Avant d’aller en Afghanistan, je ressentais un peu ce sentiment. Finalement, au travers des échanges, j’ai compris que la population française était mal informée mais adhérait, compatissait et soutenait. Toutes les personnes auxquelles j’ai demandé de l’aide pour participer au soutien moral des soldats ont été extrêmement généreuses. Du point de vue politique, tous les gouvernements, de Jacques Chirac à François Hollande, nous ont soutenus de manière très réactive et efficace : à chaque fois que nous faisions état d’une difficulté pour remplir nos missions, nous obtenions rapidement le matériel nécessaire.
L’aide psychologique a également été salvatrice. Des psychologues nous ont formés et aidés, en amont, sur place, et au retour. C’est la première mission après laquelle je me suis senti autant soutenu pour retourner à ma vie familiale. Cet appui permet de comprendre et de mieux accepter l’attitude de nos enfants qui parfois nous font payer notre absence alors que, durant toute la mission, nous idéalisons nos retrouvailles.
Comment motiver des soldats pour un conflit, dont la volonté est davantage politique que populaire ?
J’ai écris mon livre avec une triple volonté :
-
rendre hommage aux morts sur place, notamment à deux de mes sous officiers qui m’étaient très proches et dont la perte m’affecte profondément ;
-
témoigner de ce que l’armée a réalisé sur place et montrer à nos concitoyens les réalités de cette mission complexe et dangereuse que nous avons remplie ;
-
rendre compte du professionnalisme et de l’engagement courageux et exemplaire de nos jeunes.
Dans une société individualiste où cette tranche d’âge est souvent jugée peu volontaire, affirmer que ceux qui étaient engagés en Afghanistan ont fait preuve d’une dévotion exemplaire, même face aux risques immenses qu’ils prenaient, me semble nécessaire.

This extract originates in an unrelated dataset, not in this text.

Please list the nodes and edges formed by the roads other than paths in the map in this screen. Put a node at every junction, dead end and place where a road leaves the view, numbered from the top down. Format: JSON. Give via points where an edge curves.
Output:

Je n’ai jamais vu, ni même entendu un jeune refuser les missions données. Pour moi, c’est une grande espérance de voir de jeunes soldats se mobiliser pleinement pour une cause dont ils ne perçoivent pas tous les enjeux.

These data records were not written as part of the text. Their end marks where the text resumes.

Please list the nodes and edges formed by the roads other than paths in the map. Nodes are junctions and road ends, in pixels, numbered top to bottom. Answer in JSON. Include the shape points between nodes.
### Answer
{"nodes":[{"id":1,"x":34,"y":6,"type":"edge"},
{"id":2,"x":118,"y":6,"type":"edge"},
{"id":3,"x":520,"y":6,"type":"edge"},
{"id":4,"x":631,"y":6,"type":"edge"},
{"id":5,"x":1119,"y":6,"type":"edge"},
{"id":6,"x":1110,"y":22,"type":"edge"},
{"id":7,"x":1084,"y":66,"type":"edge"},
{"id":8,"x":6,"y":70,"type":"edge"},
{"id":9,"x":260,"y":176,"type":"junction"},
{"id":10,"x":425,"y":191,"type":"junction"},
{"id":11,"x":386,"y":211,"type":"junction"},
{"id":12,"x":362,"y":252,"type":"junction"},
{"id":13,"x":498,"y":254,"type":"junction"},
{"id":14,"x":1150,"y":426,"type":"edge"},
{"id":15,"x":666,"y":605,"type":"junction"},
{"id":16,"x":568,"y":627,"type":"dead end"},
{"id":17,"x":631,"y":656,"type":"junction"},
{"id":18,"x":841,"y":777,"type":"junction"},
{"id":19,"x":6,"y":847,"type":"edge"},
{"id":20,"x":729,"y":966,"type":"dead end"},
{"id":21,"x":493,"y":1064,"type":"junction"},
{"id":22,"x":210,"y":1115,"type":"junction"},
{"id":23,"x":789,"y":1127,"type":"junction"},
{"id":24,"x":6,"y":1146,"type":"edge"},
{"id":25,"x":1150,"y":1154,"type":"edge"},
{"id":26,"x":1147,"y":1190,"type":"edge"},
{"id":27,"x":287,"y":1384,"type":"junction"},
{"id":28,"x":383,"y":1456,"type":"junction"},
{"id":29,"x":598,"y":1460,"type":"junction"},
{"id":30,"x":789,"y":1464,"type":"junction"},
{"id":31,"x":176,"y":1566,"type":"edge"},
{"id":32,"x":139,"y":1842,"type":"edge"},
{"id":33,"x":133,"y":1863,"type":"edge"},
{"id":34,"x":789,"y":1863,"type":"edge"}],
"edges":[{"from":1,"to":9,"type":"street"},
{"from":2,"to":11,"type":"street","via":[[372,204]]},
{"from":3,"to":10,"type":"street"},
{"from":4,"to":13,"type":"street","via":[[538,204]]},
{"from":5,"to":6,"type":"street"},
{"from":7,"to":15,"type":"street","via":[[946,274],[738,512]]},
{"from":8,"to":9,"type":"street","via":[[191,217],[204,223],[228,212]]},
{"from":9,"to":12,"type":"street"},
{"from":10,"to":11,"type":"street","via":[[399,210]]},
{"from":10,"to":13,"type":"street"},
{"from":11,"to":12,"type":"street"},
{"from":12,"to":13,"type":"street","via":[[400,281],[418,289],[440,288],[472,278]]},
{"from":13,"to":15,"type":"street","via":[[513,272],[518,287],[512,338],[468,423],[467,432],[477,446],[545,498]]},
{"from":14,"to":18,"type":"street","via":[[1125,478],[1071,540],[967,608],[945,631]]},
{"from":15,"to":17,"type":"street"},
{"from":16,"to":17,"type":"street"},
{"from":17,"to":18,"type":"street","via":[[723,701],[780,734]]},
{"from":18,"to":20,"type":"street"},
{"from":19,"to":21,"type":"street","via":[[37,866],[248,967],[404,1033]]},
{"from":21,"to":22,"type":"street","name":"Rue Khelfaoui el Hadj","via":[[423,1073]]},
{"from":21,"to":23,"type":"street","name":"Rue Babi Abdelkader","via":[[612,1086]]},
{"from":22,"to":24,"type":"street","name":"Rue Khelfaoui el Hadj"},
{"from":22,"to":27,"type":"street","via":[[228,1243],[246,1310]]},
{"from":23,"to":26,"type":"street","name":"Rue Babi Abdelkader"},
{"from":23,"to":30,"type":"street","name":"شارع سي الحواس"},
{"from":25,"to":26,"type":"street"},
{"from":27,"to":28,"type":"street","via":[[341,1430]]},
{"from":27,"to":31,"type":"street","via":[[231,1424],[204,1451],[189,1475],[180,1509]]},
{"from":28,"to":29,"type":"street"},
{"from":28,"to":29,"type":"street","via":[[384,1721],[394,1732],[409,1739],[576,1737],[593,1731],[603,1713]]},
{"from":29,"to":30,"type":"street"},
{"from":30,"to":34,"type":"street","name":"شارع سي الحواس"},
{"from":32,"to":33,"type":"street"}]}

Comment expliquer une telle force de l’engagement ?
Premièrement, nous sommes extrêmement bien préparés en amont. Ensuite, il y a un esprit de corps très développé qui sous-tend beaucoup de solidarité. Cela se traduit par une forte capacité à se dépasser, même lorsqu’il faut tuer des gens ou donner sa vie. Je l’ai encore mieux mesuré en Afghanistan, où nous étions dans des zones très dures, entourées par l’insurrection et soumis à un danger permanent.
Dans quelles conditions avez-vous écrit ce livre?

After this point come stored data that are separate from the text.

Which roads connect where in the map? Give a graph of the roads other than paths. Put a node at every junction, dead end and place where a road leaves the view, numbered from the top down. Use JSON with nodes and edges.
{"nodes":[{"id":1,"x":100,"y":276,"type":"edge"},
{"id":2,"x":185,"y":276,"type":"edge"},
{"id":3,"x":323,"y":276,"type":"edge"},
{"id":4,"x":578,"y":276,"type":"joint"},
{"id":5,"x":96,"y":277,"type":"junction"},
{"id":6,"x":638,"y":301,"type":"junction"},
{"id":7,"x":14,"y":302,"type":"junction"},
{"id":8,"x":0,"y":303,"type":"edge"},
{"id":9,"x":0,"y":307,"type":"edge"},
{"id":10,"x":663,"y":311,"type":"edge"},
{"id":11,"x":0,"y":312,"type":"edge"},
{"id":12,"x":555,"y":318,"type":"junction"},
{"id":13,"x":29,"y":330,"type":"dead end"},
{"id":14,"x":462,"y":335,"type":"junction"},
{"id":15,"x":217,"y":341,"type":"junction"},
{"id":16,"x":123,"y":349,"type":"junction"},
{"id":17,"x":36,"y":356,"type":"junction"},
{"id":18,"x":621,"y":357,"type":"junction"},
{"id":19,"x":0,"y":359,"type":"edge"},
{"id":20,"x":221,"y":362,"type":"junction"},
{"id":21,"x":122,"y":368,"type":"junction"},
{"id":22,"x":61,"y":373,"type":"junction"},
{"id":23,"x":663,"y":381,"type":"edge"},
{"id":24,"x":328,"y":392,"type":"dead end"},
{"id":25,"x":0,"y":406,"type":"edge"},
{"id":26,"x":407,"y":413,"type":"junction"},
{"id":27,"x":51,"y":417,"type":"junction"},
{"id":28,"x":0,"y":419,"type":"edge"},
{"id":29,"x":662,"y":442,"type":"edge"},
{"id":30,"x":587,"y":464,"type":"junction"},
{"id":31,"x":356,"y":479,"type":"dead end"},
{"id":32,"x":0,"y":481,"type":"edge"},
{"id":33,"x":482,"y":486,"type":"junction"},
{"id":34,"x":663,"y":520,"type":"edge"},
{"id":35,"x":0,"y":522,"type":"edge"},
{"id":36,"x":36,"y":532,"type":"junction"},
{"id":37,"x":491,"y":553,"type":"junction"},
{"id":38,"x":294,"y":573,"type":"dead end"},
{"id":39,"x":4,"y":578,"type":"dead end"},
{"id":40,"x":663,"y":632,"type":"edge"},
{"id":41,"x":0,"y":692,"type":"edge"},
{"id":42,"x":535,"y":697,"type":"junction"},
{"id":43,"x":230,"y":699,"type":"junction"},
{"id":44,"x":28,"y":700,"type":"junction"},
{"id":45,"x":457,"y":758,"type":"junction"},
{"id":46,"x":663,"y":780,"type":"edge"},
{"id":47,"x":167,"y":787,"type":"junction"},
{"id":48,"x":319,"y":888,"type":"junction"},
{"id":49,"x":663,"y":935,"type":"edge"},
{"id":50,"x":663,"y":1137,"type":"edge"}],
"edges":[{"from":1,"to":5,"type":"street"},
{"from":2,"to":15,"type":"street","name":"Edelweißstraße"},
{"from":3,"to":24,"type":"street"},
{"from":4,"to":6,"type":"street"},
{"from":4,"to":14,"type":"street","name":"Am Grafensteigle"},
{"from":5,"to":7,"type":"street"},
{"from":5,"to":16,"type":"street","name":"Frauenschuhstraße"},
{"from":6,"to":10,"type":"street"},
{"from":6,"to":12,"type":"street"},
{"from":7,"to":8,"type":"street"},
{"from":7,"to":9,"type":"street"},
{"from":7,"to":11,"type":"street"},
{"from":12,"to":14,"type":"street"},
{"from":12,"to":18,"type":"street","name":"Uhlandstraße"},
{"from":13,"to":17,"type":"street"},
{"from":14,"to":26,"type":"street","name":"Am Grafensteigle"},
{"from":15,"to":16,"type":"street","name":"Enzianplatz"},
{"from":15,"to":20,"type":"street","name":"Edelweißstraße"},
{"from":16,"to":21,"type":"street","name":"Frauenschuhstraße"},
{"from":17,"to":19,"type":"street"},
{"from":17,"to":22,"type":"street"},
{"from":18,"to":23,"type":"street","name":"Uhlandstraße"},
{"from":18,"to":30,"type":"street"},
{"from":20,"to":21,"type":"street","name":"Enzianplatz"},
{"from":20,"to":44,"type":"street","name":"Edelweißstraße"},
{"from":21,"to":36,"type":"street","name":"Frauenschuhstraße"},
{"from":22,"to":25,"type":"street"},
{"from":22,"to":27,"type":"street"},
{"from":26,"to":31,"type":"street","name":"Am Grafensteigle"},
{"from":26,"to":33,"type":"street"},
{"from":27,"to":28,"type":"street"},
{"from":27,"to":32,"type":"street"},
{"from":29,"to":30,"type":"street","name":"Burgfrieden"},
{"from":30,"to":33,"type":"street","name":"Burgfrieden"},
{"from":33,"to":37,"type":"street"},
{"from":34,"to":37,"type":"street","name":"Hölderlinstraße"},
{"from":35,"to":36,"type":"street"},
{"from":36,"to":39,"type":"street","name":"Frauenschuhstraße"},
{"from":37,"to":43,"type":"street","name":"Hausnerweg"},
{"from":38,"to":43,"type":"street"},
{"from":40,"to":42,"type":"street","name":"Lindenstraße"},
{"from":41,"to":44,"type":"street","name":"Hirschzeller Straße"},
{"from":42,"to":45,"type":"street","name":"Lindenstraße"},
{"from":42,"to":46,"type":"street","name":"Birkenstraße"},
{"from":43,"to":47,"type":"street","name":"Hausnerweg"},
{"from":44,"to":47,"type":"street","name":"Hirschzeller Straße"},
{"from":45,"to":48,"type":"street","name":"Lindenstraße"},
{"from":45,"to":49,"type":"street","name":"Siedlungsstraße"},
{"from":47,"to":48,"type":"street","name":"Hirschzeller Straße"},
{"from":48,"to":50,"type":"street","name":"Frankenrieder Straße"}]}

La vie de militaire est trépidante et notre famille le paye, parce qu’il n’est pas anodin de partir par passion pendant de longs mois à l’autre bout du monde. C’est pourquoi j’ai refusé de faire pâtir mes proches du temps que je souhaitais consacrer à ce livre, en décidant de l’écrire alors que j’étais en Centre-Afrique. Mes journées commençaient à 5 heures et se terminaient à 19 heures. Une pause de quinze minutes, une douche et ensuite trois heures de rédaction ! Pendant ces mois éprouvants, j’ai été nourri par ces jeunes morts en Afghanistan, dont la photo était collée en face de mon bureau.
Propos recueillis par Colombe Dabas
A propos de l’auteur
Le lieutenant-colonel Bernard Gaillot a passé plus de vingt années de sa carrière dans les troupes de chasseur alpin et a été engagé, dans ce cadre, sur de nombreux théâtres d’opérations de guerre. Actuellement, il est responsable d’une cellule renseignements et analyses de l’Otan en Belgique. C’est à la lumière de son mémoire sur la pacification pendant la guerre d’Algérie (1954-1962) qu’il décrypte le conflit en Afghanistan (2001-2013), dans lequel il a été impliqué pendant sept mois, de novembre 2009 à juin 2010.
Le contenu de son interview et de son ouvrage n’engage que son auteur.